I carried a lot of the anxiety from that space with me for a very long time. It manifested in deep rooted fear of men and was disguised as hatred. When I left the house it felt like every man I walked past or encountered or perceived were waiting for me to do something that could be misconstrued as an invitation to act sexually violent against me. I was storing so much anxiety and trauma in myself that I had periods of time where I refused to leave the house. I looked to men as 'the other' and always assumed the worst intentions of them. I forgot that they were human beings too and just like me, they have thoughts, behaviours and feelings. By being rude, disrespectful and hateful towards them, I was only feeding this fear more. This a big work in progress for me because my experiences with men have rarely been positive and it's hard to match the fact when the evidence doesn't quite add up. However, I'm making it a point to at least try and be open and to treat everyone with the respect they deserve.

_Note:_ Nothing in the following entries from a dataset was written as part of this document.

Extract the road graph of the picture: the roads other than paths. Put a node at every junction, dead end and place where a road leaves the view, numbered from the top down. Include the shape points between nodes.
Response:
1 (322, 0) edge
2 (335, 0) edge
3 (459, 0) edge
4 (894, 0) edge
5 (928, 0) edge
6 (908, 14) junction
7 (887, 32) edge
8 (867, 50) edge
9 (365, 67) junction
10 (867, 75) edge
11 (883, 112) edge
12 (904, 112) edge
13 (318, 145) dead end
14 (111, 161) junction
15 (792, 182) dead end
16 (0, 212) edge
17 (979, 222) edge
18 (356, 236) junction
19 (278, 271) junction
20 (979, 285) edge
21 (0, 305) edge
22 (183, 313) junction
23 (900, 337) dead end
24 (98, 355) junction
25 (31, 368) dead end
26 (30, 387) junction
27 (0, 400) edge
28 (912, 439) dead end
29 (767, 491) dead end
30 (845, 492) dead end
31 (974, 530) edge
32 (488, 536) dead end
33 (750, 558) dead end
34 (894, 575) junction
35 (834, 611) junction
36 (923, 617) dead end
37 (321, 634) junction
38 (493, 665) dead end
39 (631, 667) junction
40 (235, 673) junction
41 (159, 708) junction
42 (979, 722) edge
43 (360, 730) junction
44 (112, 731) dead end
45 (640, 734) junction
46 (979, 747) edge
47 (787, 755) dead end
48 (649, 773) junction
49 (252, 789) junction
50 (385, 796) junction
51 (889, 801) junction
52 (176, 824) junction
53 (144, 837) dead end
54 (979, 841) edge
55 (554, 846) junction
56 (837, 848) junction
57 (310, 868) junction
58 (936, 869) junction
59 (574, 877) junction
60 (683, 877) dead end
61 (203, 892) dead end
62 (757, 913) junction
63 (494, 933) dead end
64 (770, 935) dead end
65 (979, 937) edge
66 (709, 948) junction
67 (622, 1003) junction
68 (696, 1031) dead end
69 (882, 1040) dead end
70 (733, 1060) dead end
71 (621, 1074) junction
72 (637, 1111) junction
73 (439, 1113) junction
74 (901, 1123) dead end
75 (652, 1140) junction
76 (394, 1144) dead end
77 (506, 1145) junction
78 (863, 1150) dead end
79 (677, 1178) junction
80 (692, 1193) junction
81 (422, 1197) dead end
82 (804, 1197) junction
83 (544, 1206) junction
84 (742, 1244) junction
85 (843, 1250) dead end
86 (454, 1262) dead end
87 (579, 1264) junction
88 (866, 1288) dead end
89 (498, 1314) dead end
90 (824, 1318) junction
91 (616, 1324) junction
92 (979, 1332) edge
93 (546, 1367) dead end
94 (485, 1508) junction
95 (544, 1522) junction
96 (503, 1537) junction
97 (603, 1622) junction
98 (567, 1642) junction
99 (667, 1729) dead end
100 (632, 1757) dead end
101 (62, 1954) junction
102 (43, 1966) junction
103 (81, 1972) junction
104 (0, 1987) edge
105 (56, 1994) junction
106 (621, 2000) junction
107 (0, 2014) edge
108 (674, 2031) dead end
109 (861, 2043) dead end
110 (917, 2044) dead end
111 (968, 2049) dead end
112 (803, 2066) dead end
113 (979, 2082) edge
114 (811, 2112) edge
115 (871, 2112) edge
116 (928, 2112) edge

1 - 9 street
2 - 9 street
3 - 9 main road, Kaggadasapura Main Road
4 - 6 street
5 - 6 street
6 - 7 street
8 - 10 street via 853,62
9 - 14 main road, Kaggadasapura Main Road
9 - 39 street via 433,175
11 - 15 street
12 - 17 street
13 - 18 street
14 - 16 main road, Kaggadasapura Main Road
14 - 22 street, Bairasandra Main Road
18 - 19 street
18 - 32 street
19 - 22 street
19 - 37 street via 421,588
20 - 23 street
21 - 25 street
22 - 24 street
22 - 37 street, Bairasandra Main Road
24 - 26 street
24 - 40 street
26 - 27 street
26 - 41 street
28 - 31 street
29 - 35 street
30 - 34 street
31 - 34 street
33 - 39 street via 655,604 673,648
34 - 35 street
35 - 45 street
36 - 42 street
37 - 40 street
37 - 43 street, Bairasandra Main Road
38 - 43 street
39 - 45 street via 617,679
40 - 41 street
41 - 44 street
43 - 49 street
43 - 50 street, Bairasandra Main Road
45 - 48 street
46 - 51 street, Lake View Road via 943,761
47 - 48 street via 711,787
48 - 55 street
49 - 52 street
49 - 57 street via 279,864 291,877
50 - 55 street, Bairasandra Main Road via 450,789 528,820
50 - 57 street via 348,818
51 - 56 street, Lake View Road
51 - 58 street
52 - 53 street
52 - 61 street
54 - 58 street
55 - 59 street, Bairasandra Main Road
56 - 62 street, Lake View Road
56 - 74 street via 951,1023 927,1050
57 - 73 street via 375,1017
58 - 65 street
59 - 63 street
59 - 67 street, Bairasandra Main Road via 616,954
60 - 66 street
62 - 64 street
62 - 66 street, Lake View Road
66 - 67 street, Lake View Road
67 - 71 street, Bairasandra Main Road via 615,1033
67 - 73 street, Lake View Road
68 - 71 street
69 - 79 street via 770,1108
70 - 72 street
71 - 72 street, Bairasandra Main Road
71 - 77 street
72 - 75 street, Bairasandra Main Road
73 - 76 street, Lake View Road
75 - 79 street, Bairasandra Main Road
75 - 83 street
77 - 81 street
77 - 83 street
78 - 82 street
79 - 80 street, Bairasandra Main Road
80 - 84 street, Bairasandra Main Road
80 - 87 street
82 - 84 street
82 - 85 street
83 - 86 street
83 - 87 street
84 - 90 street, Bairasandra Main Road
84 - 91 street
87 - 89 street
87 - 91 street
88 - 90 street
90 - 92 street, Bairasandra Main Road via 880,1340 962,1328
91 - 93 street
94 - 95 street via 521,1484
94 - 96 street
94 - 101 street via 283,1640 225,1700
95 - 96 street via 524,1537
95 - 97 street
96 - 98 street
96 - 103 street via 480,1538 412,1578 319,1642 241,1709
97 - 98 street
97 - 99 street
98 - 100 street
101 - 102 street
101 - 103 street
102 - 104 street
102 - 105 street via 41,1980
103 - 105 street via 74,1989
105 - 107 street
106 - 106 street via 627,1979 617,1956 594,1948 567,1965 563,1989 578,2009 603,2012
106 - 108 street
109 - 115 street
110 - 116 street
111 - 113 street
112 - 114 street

The further I grow from that person, the more I see how vulnerable and lost I was. I have spent this past year practising a lot of kindness and compassion and when I started giving that to myself, I found it a lot easier to give it to others as well. I invite everyone to give themselves the love and compassion to yourself and all past versions of you because in doing so, it will lead to a lot healing in ways you can't even begin to fathom. I look to who I was and try not to feel embarrassment or shame but instead give her the love she was so desperately seeking at the time. Because as I do that, it enables me to focus on the person I am and how I could have never gotten to this place without that version of me. To be a feminist doesn't mean to use men and to seek some control over them because it will be very rare you find success in doing so. You don't have to do things you don't want to do just because it's feels like it's what's expected of you. You don't need a 'hoe phase' if that's not what you want. To me, to be a feminist is to embrace my feminine energy and what it means to be a woman. It means not judging myself when I feel emotions in certain situations and to give myself permission to just simply feel. It means embracing my biological nature whilst also feeling compassion towards men and not view them as some other foreign being. They are human too. It means balancing the feminine and masculine energy inside me and not berate or repress either sides.


I think as women we need to hold more discussions when it comes to hookup culture because I see so many young woman doing things that doesn't truly serve them. We need to hold open honest discussions about it and not continue perpetuating this harmful narrative of 'girl boss feminism'.


Anyways, that girl who first wrote that post back in May 2022 feels very foreign to me. She was doing her best and she was doing great. The person I am now is a testament to that.